For the first time, more crowded buses are crossing the Syrian border heading for Baghdad than there are buses leaving Iraq for Damascus. The UN estimates that 1,500 Iraqis are entering their home country every day from Syria and only 500 are leaving.
It is only a small first step. Returning Iraqis are usually going to areas where a single community dominates. Few are going to once mixed areas where they had owned a house which was taken over by the other side. One Sunni who came back from Damascus several months ago said he felt safe in his own district "but I do not dare set foot outside it".
People in Baghdad are divided on whether they are seeing an interlude or something more long-lasting. Al-Qa'ida has largely disappeared from the capital but the Sunni and Shia militias are as powerful as ever. Baghdad is divided into armed camps even if there are often local ceasefires.
The news is genuinely good but the extent to which refugees are returning is being exaggerated by the Iraqi government. It claims that 46,000 refugees came back in October, but the figure includes everybody who crossed the border during the month regardless of reason.
In a much cooler assessment of the ebbs and flows of Iraqi refugees, the UN High Commission for Refugees, which has been trying to alert the world to the extent of the crisis, says that large-scale repatriation is premature. It adds that, while improved security is welcome, "it is not yet time to promote, organise or encourage returns".
Paradoxically, the growing belief in Syria and Jordan that it is safe to return to Iraq may provoke a new problem. With 1.5 million Iraqis in Syria and 500-700,000 in Jordan, these two have borne the brunt of the exodus while the US and Britain have almost entirely closed the door to fleeing Iraqis. Syria and Jordan are now desperate to see Iraqis depart even though many of them still have nowhere safe to go.

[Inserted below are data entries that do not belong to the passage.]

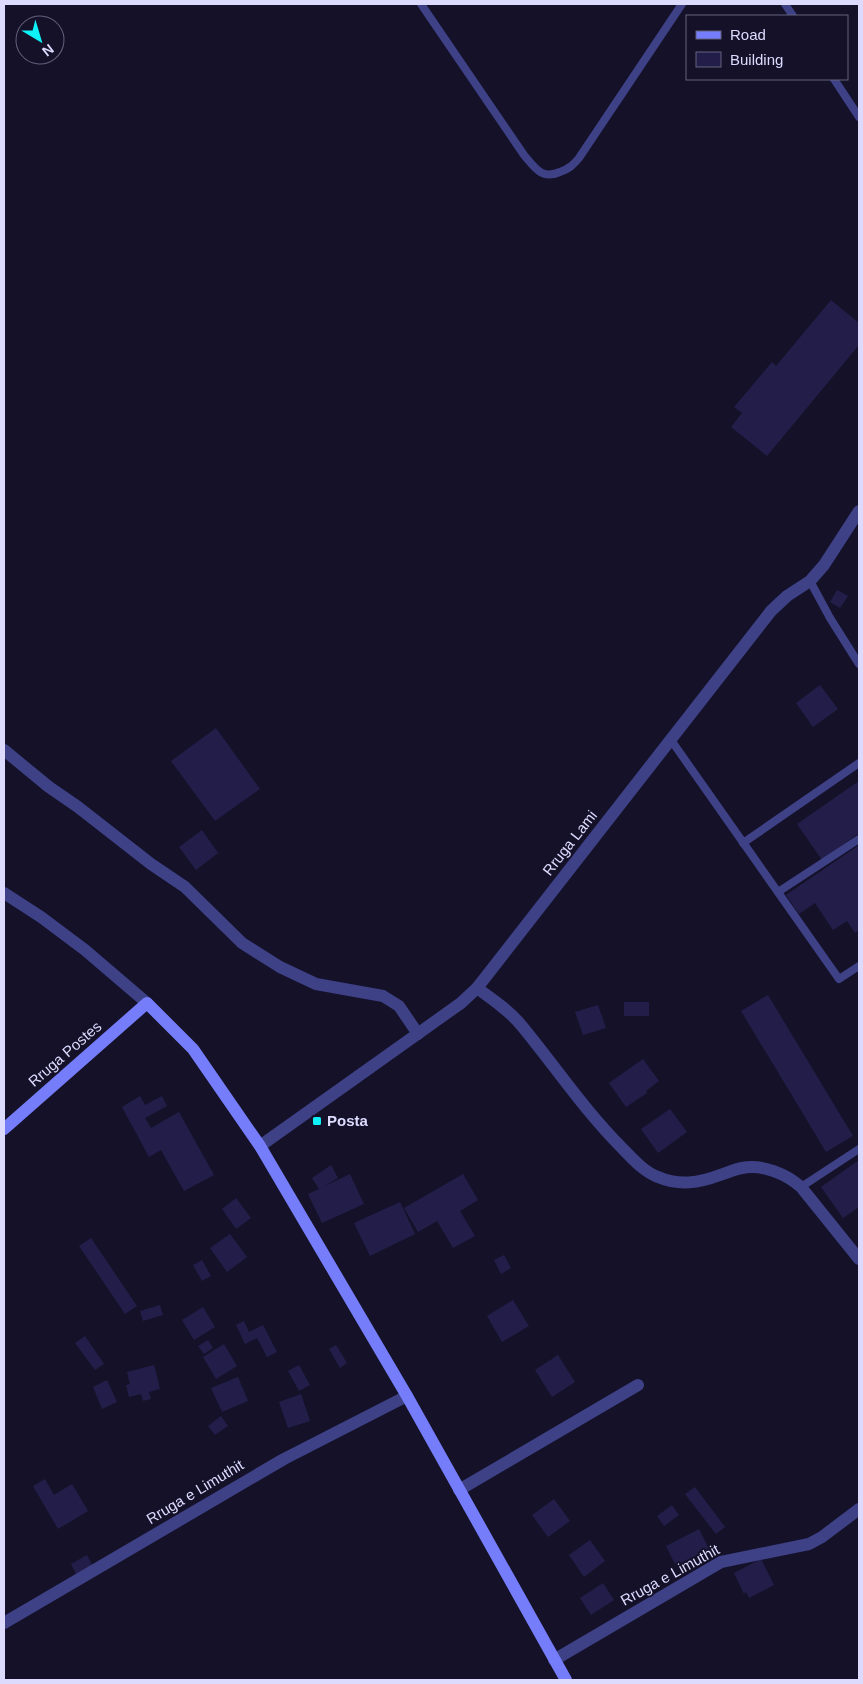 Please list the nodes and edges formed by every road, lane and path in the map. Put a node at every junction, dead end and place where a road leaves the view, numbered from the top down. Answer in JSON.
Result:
{"nodes":[{"id":1,"x":421,"y":4,"type":"edge"},
{"id":2,"x":682,"y":4,"type":"edge"},
{"id":3,"x":785,"y":4,"type":"edge"},
{"id":4,"x":792,"y":15,"type":"edge"},
{"id":5,"x":835,"y":80,"type":"edge"},
{"id":6,"x":859,"y":117,"type":"edge"},
{"id":7,"x":859,"y":511,"type":"edge"},
{"id":8,"x":806,"y":584,"type":"junction"},
{"id":9,"x":859,"y":664,"type":"edge"},
{"id":10,"x":671,"y":740,"type":"junction"},
{"id":11,"x":4,"y":750,"type":"edge"},
{"id":12,"x":859,"y":763,"type":"edge"},
{"id":13,"x":859,"y":838,"type":"edge"},
{"id":14,"x":743,"y":842,"type":"junction"},
{"id":15,"x":778,"y":892,"type":"junction"},
{"id":16,"x":4,"y":893,"type":"edge"},
{"id":17,"x":859,"y":966,"type":"edge"},
{"id":18,"x":477,"y":988,"type":"junction"},
{"id":19,"x":147,"y":1004,"type":"junction"},
{"id":20,"x":418,"y":1034,"type":"junction"},
{"id":21,"x":4,"y":1129,"type":"edge"},
{"id":22,"x":260,"y":1146,"type":"junction"},
{"id":23,"x":859,"y":1149,"type":"edge"},
{"id":24,"x":802,"y":1188,"type":"junction"},
{"id":25,"x":859,"y":1259,"type":"edge"},
{"id":26,"x":638,"y":1385,"type":"dead end"},
{"id":27,"x":407,"y":1396,"type":"junction"},
{"id":28,"x":459,"y":1490,"type":"junction"},
{"id":29,"x":859,"y":1509,"type":"edge"},
{"id":30,"x":4,"y":1623,"type":"edge"},
{"id":31,"x":554,"y":1660,"type":"junction"},
{"id":32,"x":566,"y":1680,"type":"edge"}],
"edges":[{"from":1,"to":2,"type":"lane"},
{"from":3,"to":4,"type":"lane"},
{"from":5,"to":6,"type":"lane"},
{"from":7,"to":8,"type":"street","name":"Rruga Lami"},
{"from":8,"to":9,"type":"lane"},
{"from":8,"to":10,"type":"street","name":"Rruga Lami"},
{"from":10,"to":14,"type":"lane"},
{"from":10,"to":18,"type":"street","name":"Rruga Lami"},
{"from":11,"to":20,"type":"street"},
{"from":12,"to":14,"type":"lane"},
{"from":13,"to":15,"type":"lane"},
{"from":14,"to":15,"type":"lane"},
{"from":15,"to":17,"type":"lane"},
{"from":16,"to":19,"type":"street"},
{"from":18,"to":20,"type":"street","name":"Rruga Lami"},
{"from":18,"to":24,"type":"street"},
{"from":19,"to":21,"type":"street","name":"Rruga Postes"},
{"from":19,"to":22,"type":"street"},
{"from":20,"to":22,"type":"street","name":"Rruga Lami"},
{"from":22,"to":27,"type":"street"},
{"from":23,"to":24,"type":"lane"},
{"from":24,"to":25,"type":"street"},
{"from":26,"to":28,"type":"street"},
{"from":27,"to":28,"type":"street"},
{"from":27,"to":30,"type":"street","name":"Rruga e Limuthit"},
{"from":28,"to":31,"type":"street"},
{"from":29,"to":31,"type":"street","name":"Rruga e Limuthit"},
{"from":31,"to":32,"type":"street"}]}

Commenting on the Iraqi government claim of a mass return of refugees, a UNHCR spokeswoman, Jennifer Pagonis, said that "presently there is no sign of any large-scale return to Iraq as the security situation in many parts of the country remains volatile and unpredictable".
This may be true at the moment but as Syria and Jordan limit visas, the mass movement of people of the past few years will inevitably go into reverse. Only those with valid medical or business reasons will be allowed to cross the border. Iraqis are often furious at the rudeness with which they are now treated at airports and frontier posts.
Security has become better in Baghdad, but it is fragile and could collapse swiftly if a large bomb was set off in a Shia neighbourhood. Hatreds are as deep as ever. Eleven members of the family of a journalist living in Amman were killed by gunmen in one Mehdi Army militia stronghold last weekend.
The reduction in violence may not be the main reason for the return. A UNHCR survey of 110 families crossing the border showed that 46 per cent said they could not afford to stay in Syria, 25 per cent could not acquire visas and only 14 per cent said their return was because of better security.
It will be many years before Shia and Sunni Muslims will be able to live together again in streets where the worst fighting occurred. "There is a complete lack of trust," said Samir Mohammed, a Sunni teacher, speaking of Jihad district. "Many Sunni remember that their Shia neighbours stood by and let them be driven out."
Shias have the same bitter memories of being evicted from Sunni districts.
In addition to the 2.2 million Iraqi refugees who have fled to other countries, a further 2.4 million are displaced inside Iraq. Of these, one million, mostly Kurds, were compelled to leave their homes under Saddam Hussein before 2003, but 1.2 million fled after the bombing of the Shia shrine in Samarra in February 2005. People are still leaving their homes inside Iraq and 28,000 more people were displaced in October.